Il prete è allora percepito come un mediatore privilegiato fra Dio e gli
uomini, un intermediario insuperabile fra il visibile e l’invisibile. La
plausibilità sociale dell’autorità simbolica del prete è sostenuta da una
concezione mutilata dell’ordinazione, come se fosse un’investitu-ra,
l’intronizzazione di un nuovo capo. Come dice P. Bourdieu, si tratta di un
"atto di magia sociale". Il carattere spettacolare dell’ordinazione porta a cogliere
nel prete un "altro", differente dagli altri uomini. Questa concezione
dell’ordinazione è destinata a sottolineare nuovi obblighi che richiedono un
carisma personale. Gli obblighi in cui si articola questo carisma danno luogo ad
una concezione ritualista di tipo magico-religioso del ministero. Ne deriva che
alcuni ministri sono visti come abitati da un carisma personale che si
accompagna a prodigi e miracoli. Le credenze che legittimano queste pratiche
accordano un posto speciale ai miracoli di guarigione e di esorcismo. I valori
religiosi attinenti a queste pratiche fanno della salvezza cristiana
essenzialmente una liberazione da brutte situazioni e la guarigione di ogni
malattia e infermità. C’è qui una caduta dottrinale che schiude la porta
all’indecenza, alla superstizione e alla simonia. La fame di meraviglioso si
riversa su credenze e pratiche troppo impregnate di irrazionale (…). Che
questa alterazione dell’identità del prete sia un fatto tra i fedeli conferma
la necessità e l’urgenza di una catechesi che accompagni liturgie e
paraliturgie (...). In generale si osserva come la Chiesa cattolica presenti un
carattere piramidale che riposa su una struttura molto gerarchizzata. La
divisione dei ruoli in questa struttura riserva concretamente il potere ad un
piccolo numero di persone. La retorica della fraternità e della Chiesa-famiglia
non cambia granché le cose, giacché il contesto, per lo meno per l’Africa,
è quello in cui l’integrazione dei membri è gerarchica (...). E c’è di più:
il modello di socialità consensuale inerente all’immagine di Chiesa-famiglia
mantiene la figura del pater familias in cui la benevolenza e l’amore
richiedono una doppia obbedienza in termini di pietas. La connessione,
non soggetta a critica, tra diocesi e vita familiare trasforma la fraternità in
uno specchio per le allodole che conduce preti e laici al dissenso interiore.

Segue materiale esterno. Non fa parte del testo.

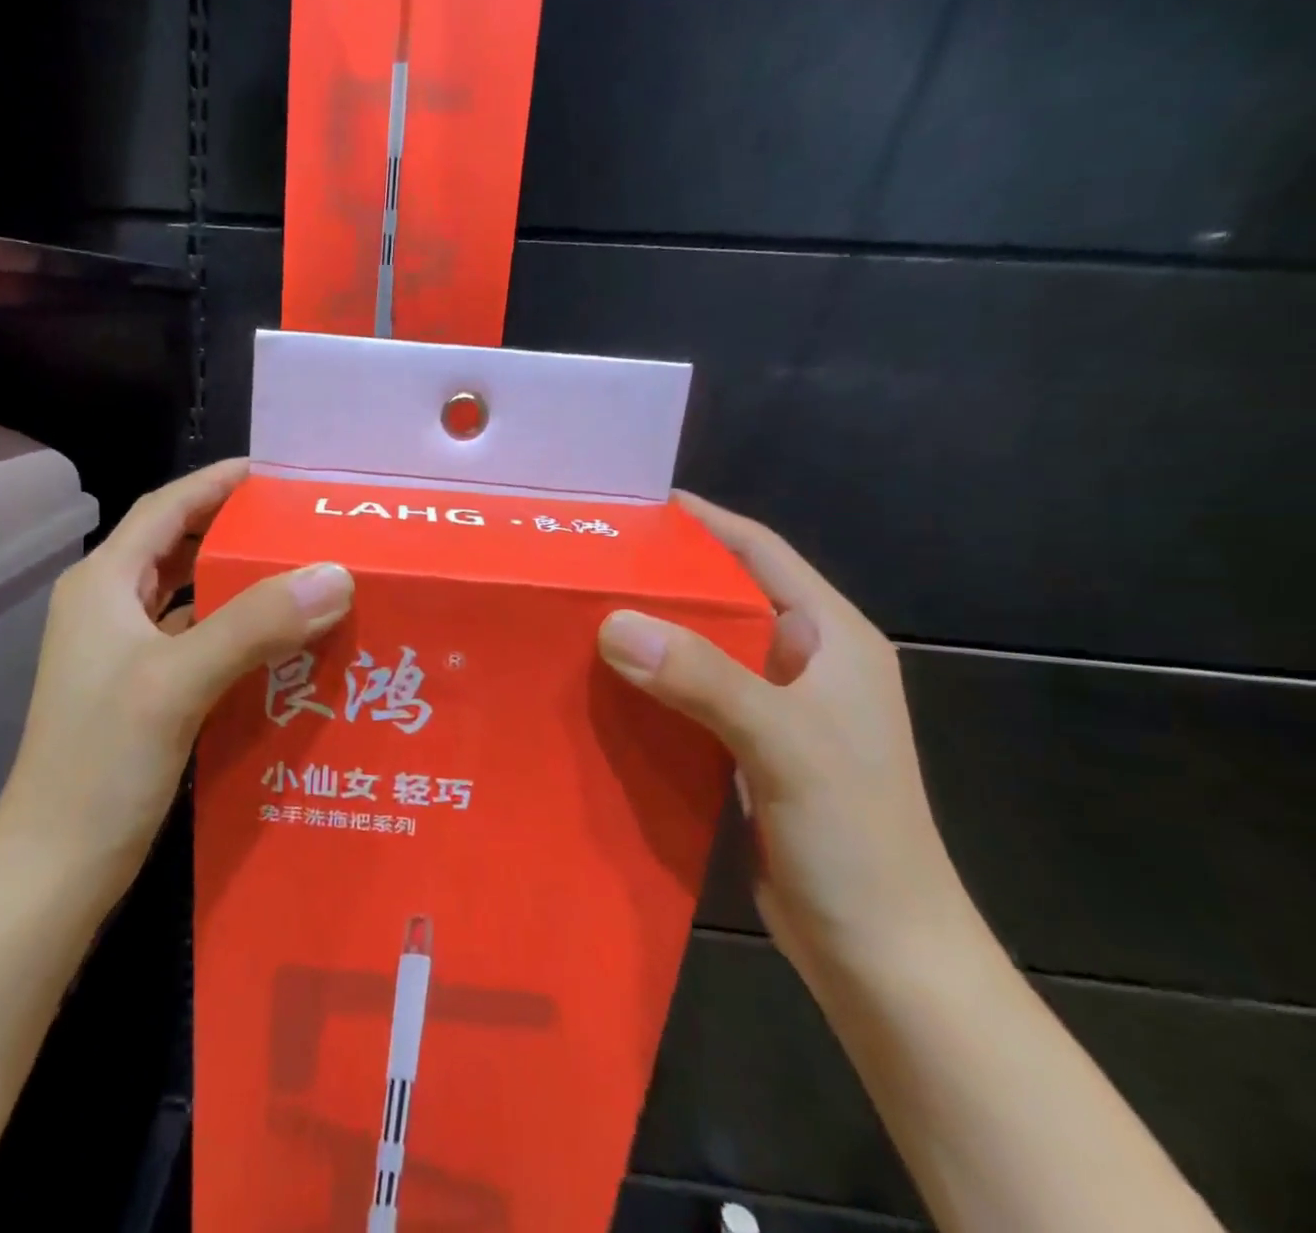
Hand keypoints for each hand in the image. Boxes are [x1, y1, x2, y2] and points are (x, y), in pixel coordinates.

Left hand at [0, 459, 353, 887]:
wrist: (54, 867)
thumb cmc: (101, 764)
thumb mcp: (177, 682)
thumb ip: (255, 623)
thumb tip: (335, 574)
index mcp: (103, 584)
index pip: (166, 508)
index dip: (216, 483)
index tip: (274, 473)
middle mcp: (108, 607)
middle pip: (178, 547)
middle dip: (235, 530)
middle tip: (300, 527)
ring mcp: (122, 653)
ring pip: (189, 597)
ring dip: (239, 585)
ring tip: (302, 577)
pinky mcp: (140, 691)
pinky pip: (196, 641)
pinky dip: (236, 633)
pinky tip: (280, 644)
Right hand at [597, 493, 974, 981]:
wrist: (883, 958)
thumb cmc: (856, 840)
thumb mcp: (785, 744)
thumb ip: (704, 677)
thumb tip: (613, 622)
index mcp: (831, 638)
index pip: (760, 551)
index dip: (702, 521)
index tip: (633, 505)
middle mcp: (802, 662)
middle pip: (722, 596)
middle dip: (660, 575)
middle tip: (588, 559)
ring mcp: (775, 709)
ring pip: (700, 648)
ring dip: (649, 632)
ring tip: (579, 611)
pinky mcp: (746, 750)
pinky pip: (689, 696)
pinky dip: (649, 683)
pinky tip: (602, 682)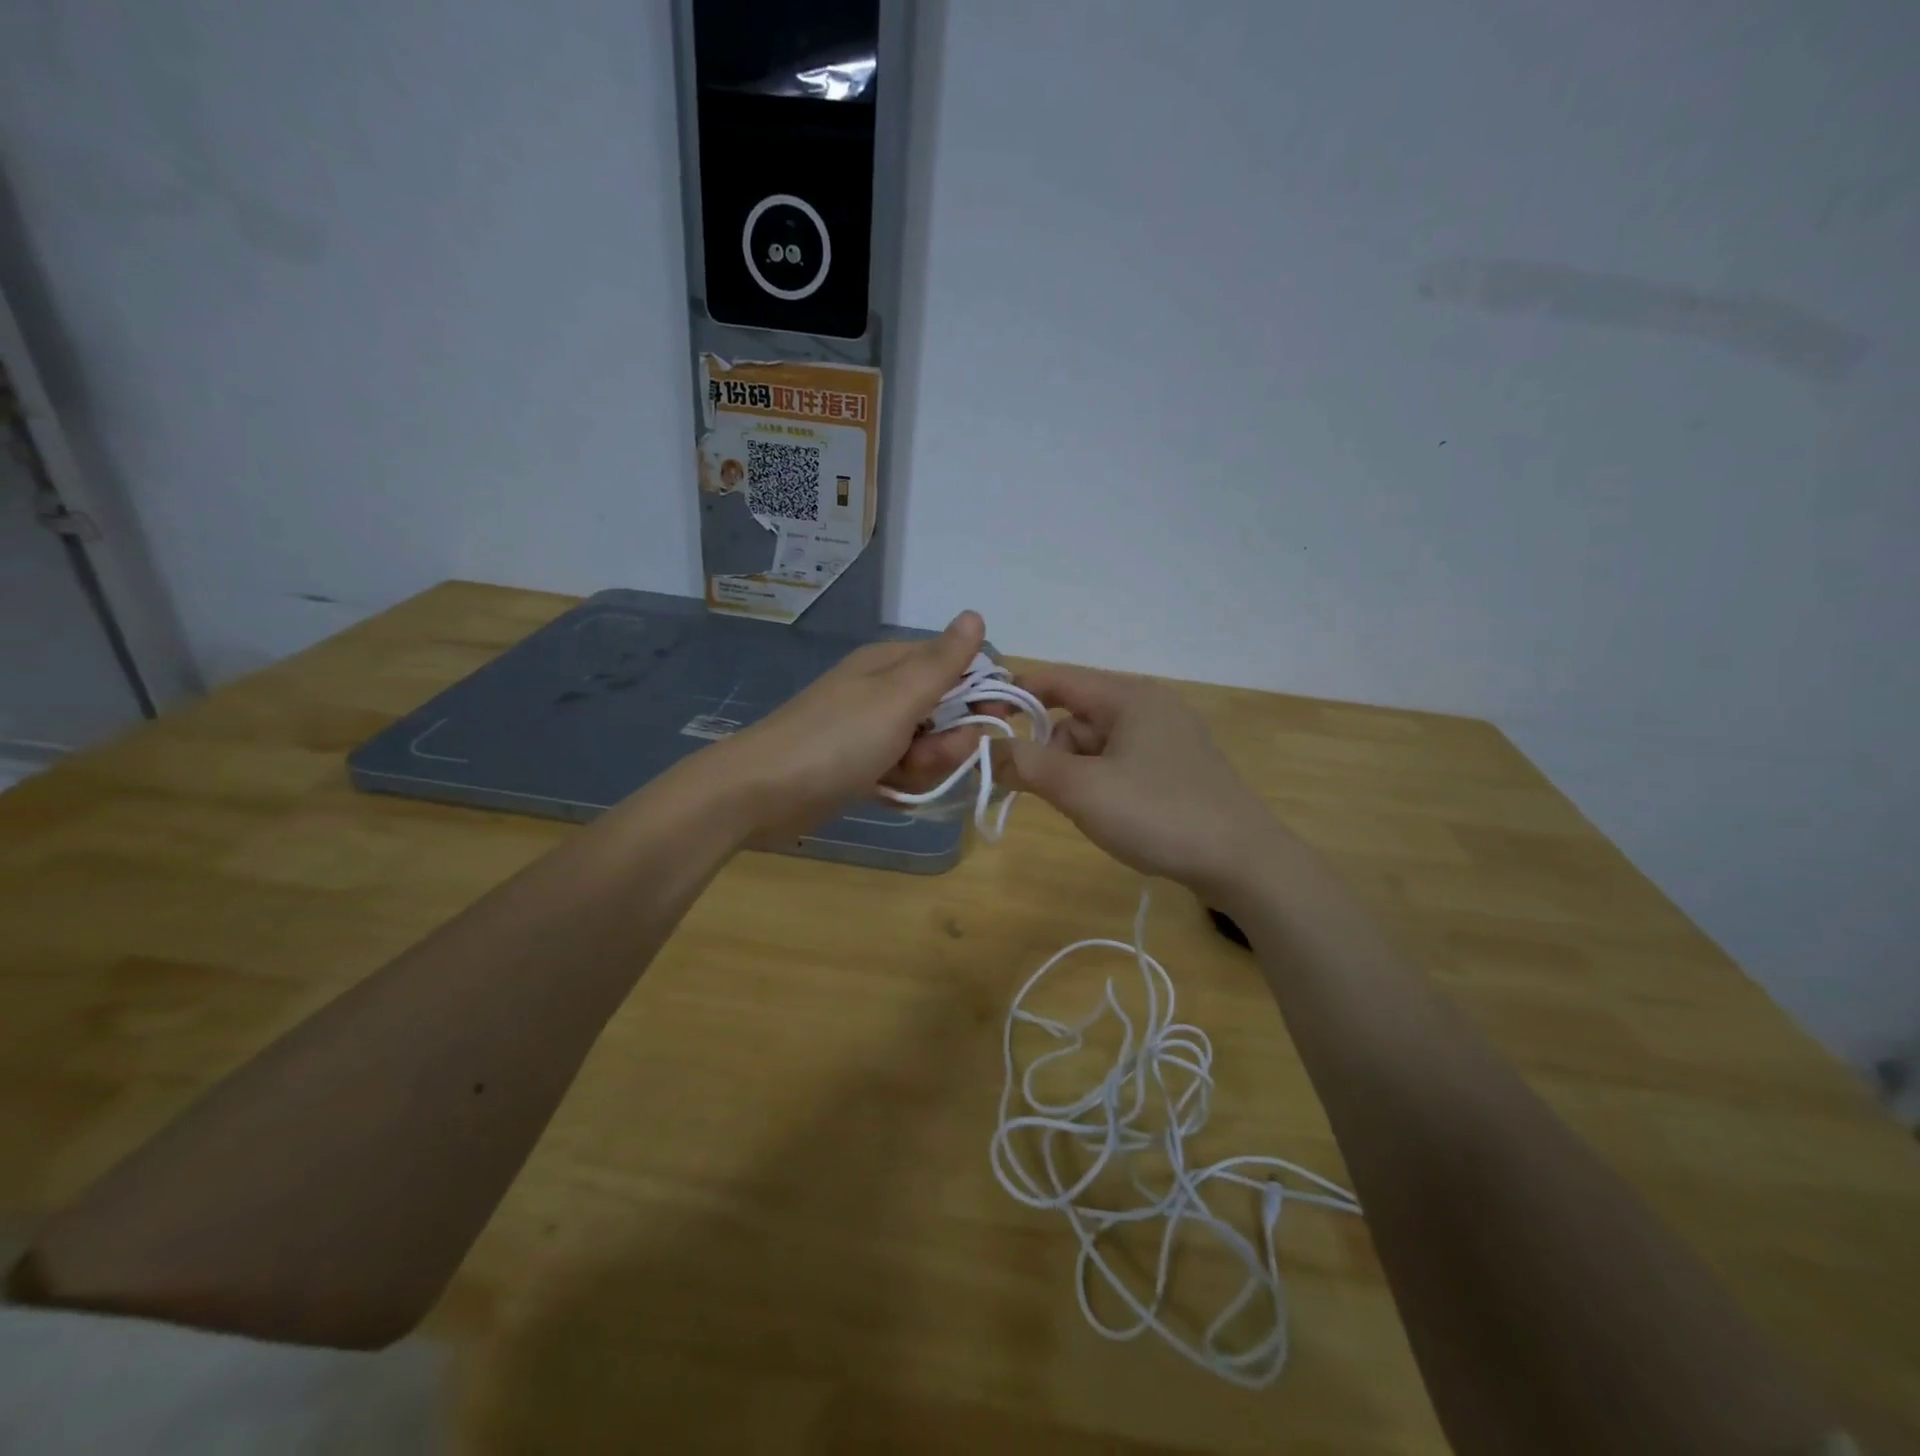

Essendo la diocesi una famiglia, il conflitto e il disaccordo con coloro che
sono investiti del potere canonico di giurisdizione sono colpe incompatibili con
l’obbedienza cristiana. (...). Questo conformismo sterile scoraggia le buone
volontà ed esclude dal clero personalità un po’ più forti, capaci di
autonomia, di iniziativa o di pensiero personale. È indispensabile interrogarsi
su nuove modalità di esercizio dell’autorità, suscettibili di fermare le
derive che allontanano da ogni obbedienza ragionevole. (…) Nella maggior parte delle diocesi, il vescovo è colui
che fa e disfa preti. Il Decreto sull’ufficio pastorale dei vescovi (Christus
Dominus), al numero 31, gli riconosce la prerogativa di nominare i preti.
Questo elemento distintivo comporta socialmente delle disfunzioni che rendono la
fraternità illusoria. Sia quel che sia, l’esercizio di questa prerogativa non
crea sempre fraternità. Non è esagerato dire che, all’avvicinarsi delle
nomine, i calcoli subiscono una tale impennata da rendere rarefatta l’aria di
certe diocesi. (…) Le nomine sono percepite da alcuni come una promozione, un
avanzamento che dà accesso all’indipendenza materiale e a diversi privilegi,
e spodestano gli altri da profitti reali o immaginari. I più zelanti fra gli
aspiranti scongiurano lo spodestamento, diventando cortigiani, delatori, astuti
adulatori. Questo genere di alleanze produce un clero di "connivenza".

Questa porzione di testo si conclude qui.